Menu Close

En Russie, l’élite politique gagnée par la nervosité face aux critiques du camp ultra-nationaliste

Représentation d'Evguéni Prigojine durant un carnaval en Allemagne, dénonçant l'Ukraine, l'Allemagne, l'UE l'OTAN, les États-Unis et le Royaume-Uni comme autant de « nazis »
Evguéni Prigojine, le patron de Wagner, ici caricaturé lors du carnaval du Lundi des Roses à Düsseldorf le 20 février dernier, ne cesse d’appeler le pouvoir russe à durcir encore sa guerre contre l’Ukraine et ses soutiens, tous assimilés à des nazis. Il n’est pas le seul à tenir un tel discours. Ina Fassbender/AFP

Que la contre-offensive ukrainienne qui a commencé début juin 2023 réussisse ou non à déloger les troupes russes des territoires occupés, plusieurs signes indiquent qu’elle a déjà suscité une véritable inquiétude à Moscou.

Le malaise a été particulièrement perceptible lors de la rencontre de Vladimir Poutine le 13 juin avec un groupe d’influents blogueurs militaires – des « journalistes patriotes » qui soutiennent la guerre mais qui critiquent parfois la manière dont elle est menée. Cette rencontre a d’autant plus retenu l’attention que, au cours des mois précédents, le président russe avait évité les déclarations publiques sur la guerre, annulé sa conférence de presse annuelle de décembre et reporté son émission annuelle de questions-réponses avec la population à l’occasion de la fête nationale qui aurait dû se tenir mi-juin.

Lors de cette réunion du 13 juin, Poutine a été contraint de répondre à des questions précises qui l’ont mis en difficulté. Notons que dans ses réponses, il a employé à plusieurs reprises le terme « guerre », s’écartant ainsi de son mantra selon lequel ce qui se passe en Ukraine est une « opération spéciale ». Il a également admis que les attaques ukrainiennes sur le territoire russe avaient fait des dégâts.

C’est à l’occasion de cette réunion que Vladimir Poutine a publiquement commenté l’« opération militaire spéciale » pour la première fois depuis que les forces ukrainiennes ont porté la guerre sur le territoire russe : rappelons que Moscou a subi des attaques de drones le 1er mai et à nouveau le 30 mai, et que la région de Belgorod a été bombardée et a même été le théâtre d’une incursion armée le 22 mai, ce qui a entraîné l’évacuation de dizaines de milliers de civils russes.

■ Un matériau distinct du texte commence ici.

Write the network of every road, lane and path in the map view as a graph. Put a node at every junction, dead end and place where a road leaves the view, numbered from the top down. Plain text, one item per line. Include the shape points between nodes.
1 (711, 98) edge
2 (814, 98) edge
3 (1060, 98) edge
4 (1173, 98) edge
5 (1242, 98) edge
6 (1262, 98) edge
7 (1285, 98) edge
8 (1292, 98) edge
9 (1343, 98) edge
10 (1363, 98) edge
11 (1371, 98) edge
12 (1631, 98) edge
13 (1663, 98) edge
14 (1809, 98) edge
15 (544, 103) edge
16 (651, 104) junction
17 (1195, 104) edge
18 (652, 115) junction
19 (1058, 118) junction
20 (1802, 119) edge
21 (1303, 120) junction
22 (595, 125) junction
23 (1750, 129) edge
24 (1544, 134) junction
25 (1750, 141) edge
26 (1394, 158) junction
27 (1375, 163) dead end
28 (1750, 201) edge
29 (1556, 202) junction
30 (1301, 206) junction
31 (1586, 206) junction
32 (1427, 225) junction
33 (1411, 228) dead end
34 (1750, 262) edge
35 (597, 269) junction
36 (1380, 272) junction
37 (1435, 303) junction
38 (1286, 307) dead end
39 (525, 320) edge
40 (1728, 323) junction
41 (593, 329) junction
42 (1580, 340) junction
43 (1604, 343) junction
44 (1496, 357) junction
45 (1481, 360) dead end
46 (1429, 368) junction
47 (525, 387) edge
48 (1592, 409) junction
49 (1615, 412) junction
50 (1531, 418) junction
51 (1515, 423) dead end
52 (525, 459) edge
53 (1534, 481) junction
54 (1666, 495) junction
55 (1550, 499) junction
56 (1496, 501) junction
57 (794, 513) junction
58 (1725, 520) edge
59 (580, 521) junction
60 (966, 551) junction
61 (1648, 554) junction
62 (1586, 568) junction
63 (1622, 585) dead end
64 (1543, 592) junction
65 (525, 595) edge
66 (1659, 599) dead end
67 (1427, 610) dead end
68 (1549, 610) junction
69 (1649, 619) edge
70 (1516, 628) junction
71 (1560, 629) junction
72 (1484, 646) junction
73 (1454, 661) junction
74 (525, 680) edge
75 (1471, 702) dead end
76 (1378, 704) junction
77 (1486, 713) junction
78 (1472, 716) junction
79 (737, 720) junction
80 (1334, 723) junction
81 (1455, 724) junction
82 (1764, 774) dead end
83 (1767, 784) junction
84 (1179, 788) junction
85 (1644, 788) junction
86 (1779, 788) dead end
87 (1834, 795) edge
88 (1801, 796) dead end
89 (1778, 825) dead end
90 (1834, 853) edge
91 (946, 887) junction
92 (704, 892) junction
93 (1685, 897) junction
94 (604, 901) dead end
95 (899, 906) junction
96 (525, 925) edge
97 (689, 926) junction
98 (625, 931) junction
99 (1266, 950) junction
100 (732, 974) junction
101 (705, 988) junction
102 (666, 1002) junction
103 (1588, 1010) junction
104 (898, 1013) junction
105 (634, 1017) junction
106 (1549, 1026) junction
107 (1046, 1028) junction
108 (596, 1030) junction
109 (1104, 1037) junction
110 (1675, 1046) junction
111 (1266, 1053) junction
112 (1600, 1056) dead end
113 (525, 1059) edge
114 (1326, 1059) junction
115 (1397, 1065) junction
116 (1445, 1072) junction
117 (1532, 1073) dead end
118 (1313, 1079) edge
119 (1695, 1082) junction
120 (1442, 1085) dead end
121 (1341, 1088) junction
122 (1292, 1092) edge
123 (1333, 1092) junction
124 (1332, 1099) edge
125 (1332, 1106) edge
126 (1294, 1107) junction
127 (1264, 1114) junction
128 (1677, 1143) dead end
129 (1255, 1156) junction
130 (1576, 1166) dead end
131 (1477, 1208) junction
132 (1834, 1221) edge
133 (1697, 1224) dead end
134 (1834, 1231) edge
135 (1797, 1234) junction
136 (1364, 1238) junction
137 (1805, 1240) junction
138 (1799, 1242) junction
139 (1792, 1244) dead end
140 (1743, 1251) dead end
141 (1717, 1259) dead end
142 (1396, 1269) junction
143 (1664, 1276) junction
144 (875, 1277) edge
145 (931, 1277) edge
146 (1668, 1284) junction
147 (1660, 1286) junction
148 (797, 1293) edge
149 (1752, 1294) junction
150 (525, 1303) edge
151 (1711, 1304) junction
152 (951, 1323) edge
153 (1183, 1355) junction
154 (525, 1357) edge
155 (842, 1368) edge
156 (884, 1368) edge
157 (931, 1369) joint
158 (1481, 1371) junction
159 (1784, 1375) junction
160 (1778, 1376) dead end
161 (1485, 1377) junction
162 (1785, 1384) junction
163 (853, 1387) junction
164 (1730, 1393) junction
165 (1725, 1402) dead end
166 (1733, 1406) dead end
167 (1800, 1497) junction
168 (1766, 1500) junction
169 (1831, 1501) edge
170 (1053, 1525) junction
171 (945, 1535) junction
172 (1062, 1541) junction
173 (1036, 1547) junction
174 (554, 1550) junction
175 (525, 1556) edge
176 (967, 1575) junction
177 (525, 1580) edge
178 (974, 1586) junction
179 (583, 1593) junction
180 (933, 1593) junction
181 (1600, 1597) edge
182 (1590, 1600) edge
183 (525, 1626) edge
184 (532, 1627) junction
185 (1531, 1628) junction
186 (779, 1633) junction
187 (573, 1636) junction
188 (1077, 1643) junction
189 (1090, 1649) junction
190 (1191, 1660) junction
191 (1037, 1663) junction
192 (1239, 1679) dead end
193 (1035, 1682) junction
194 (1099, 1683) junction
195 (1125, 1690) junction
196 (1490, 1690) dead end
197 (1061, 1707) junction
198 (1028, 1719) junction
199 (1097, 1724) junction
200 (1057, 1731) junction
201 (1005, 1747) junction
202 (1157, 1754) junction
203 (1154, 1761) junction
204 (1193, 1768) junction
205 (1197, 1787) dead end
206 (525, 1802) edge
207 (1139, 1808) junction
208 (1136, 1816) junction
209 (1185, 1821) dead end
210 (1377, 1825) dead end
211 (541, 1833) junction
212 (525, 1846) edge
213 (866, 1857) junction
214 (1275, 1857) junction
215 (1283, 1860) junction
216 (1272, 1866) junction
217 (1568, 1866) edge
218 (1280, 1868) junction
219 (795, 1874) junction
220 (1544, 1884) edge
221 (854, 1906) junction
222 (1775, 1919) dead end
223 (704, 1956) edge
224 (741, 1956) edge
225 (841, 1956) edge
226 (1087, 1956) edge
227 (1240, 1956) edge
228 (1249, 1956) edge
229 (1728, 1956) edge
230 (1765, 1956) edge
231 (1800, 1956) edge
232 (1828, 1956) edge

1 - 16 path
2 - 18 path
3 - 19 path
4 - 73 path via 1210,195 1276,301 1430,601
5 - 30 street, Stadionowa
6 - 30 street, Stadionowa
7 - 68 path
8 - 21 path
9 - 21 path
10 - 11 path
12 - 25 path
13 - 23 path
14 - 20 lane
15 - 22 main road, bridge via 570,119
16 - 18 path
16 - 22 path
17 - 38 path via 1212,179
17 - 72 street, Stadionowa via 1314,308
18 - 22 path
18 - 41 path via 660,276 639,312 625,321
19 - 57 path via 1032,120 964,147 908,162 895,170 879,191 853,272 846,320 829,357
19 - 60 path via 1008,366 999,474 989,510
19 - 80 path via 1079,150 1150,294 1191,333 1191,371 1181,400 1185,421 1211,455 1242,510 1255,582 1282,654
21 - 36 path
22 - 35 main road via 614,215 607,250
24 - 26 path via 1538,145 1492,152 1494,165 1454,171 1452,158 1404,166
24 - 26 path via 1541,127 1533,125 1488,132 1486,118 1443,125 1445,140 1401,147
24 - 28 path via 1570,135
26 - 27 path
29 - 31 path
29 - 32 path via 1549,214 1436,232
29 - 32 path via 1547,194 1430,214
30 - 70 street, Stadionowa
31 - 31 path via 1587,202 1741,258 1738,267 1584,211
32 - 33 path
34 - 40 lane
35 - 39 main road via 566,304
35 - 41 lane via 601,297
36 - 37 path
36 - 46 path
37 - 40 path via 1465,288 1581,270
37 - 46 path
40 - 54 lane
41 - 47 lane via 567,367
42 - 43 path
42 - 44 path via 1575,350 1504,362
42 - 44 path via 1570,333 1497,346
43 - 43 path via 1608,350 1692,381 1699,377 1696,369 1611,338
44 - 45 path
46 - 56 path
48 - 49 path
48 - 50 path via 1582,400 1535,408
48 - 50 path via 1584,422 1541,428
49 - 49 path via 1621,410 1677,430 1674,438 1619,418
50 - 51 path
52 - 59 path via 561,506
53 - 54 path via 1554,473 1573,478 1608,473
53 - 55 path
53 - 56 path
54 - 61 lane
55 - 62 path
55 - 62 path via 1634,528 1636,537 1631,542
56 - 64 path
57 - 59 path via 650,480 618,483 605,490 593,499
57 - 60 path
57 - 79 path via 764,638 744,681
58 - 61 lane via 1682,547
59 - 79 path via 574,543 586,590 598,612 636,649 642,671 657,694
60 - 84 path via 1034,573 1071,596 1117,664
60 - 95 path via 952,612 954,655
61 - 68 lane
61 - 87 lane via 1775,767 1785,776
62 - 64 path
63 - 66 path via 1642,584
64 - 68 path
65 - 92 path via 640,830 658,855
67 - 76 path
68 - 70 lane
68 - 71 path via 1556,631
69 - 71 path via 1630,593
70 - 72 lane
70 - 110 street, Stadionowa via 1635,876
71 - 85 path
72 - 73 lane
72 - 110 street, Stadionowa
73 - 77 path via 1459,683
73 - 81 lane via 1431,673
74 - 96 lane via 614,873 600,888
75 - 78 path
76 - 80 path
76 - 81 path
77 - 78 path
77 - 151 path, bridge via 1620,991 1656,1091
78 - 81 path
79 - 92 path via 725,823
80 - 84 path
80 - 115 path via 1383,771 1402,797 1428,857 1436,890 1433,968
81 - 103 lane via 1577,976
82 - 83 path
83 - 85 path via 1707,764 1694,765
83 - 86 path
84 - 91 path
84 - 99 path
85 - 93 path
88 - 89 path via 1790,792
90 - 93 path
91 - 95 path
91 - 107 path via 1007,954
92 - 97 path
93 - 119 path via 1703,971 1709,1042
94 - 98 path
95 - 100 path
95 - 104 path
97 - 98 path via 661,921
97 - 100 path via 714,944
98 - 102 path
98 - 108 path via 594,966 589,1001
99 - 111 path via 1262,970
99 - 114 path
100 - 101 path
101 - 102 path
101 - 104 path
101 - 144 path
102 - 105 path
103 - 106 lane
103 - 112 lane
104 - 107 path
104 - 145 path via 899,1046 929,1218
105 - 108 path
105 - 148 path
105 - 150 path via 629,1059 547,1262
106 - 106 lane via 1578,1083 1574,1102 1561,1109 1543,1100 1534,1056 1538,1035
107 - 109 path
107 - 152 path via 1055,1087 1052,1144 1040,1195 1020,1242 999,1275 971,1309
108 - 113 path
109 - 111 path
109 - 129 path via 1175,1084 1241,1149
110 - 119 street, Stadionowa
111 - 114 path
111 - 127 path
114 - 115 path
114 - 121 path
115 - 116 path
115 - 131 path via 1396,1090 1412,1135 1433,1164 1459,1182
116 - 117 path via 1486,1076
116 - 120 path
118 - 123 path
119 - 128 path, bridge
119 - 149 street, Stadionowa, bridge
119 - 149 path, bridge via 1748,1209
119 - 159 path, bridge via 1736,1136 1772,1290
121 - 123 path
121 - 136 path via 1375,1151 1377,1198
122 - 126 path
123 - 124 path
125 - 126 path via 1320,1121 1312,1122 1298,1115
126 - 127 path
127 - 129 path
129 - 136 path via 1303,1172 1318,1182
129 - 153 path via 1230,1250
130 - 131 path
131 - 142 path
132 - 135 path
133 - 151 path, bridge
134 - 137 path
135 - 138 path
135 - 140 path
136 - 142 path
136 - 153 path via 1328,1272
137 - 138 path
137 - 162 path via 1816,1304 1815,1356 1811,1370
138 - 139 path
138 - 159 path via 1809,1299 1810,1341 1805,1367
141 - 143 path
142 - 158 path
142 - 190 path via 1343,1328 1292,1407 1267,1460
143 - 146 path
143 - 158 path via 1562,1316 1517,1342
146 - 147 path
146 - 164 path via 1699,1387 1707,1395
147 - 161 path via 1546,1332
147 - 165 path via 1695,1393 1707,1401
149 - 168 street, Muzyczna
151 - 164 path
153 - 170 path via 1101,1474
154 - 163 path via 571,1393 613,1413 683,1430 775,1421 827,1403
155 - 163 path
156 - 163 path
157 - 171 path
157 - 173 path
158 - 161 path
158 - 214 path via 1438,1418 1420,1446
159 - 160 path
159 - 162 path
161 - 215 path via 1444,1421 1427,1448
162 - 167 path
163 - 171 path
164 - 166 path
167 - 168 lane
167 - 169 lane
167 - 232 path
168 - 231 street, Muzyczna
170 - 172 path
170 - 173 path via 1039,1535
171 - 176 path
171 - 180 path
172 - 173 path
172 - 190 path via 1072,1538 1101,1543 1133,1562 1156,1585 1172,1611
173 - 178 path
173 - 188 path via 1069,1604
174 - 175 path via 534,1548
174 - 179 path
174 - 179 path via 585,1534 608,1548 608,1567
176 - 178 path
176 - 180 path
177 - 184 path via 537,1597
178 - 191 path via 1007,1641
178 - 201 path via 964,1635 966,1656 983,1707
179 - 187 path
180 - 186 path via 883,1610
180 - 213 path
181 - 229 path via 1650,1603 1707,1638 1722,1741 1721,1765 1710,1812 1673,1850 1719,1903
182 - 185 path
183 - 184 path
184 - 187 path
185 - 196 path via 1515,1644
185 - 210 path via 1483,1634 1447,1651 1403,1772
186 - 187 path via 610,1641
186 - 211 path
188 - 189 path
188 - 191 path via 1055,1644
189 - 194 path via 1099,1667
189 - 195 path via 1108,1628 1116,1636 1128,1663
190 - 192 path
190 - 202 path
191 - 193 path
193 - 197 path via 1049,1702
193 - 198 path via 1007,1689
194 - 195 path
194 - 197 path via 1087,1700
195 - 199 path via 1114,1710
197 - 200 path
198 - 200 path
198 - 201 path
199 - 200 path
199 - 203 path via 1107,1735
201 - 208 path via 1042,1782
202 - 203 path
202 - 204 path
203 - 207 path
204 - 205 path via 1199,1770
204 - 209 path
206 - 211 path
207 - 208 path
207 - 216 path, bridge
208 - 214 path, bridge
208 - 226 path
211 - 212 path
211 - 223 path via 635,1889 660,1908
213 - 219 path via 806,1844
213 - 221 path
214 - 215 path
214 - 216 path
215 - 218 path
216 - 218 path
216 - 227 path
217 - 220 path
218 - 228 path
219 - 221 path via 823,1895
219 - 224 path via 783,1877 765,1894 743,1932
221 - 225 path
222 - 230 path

Tous ces développements sapent encore davantage l’affirmation récurrente de Poutine selon laquelle ce qui se passe en Ukraine est une simple « opération militaire spéciale » et non une véritable guerre, et que la vie peut se poursuivre normalement pour les Russes ordinaires.

Le défi Prigojine

Dans le même temps, Poutine se retrouve confronté au défi politique que représente désormais Evguéni Prigojine, le patron du groupe Wagner, une société privée qui a recruté quelque 50 000 combattants pour participer à la guerre en Ukraine du côté de Moscou.

[Plus de 85 000 lecteurs font confiance aux newsletters de The Conversation pour mieux comprendre les grands enjeux du monde. Abonnez-vous aujourd’hui]

Ces combattants ont joué un rôle clé dans la prise de la ville ukrainienne de Bakhmout, tombée le 20 mai après un siège de 224 jours. Après la chute de Bakhmout, un sondage a indiqué que, pour la première fois, Prigojine avait fait son apparition dans la liste des 10 responsables politiques auxquels les Russes font le plus confiance.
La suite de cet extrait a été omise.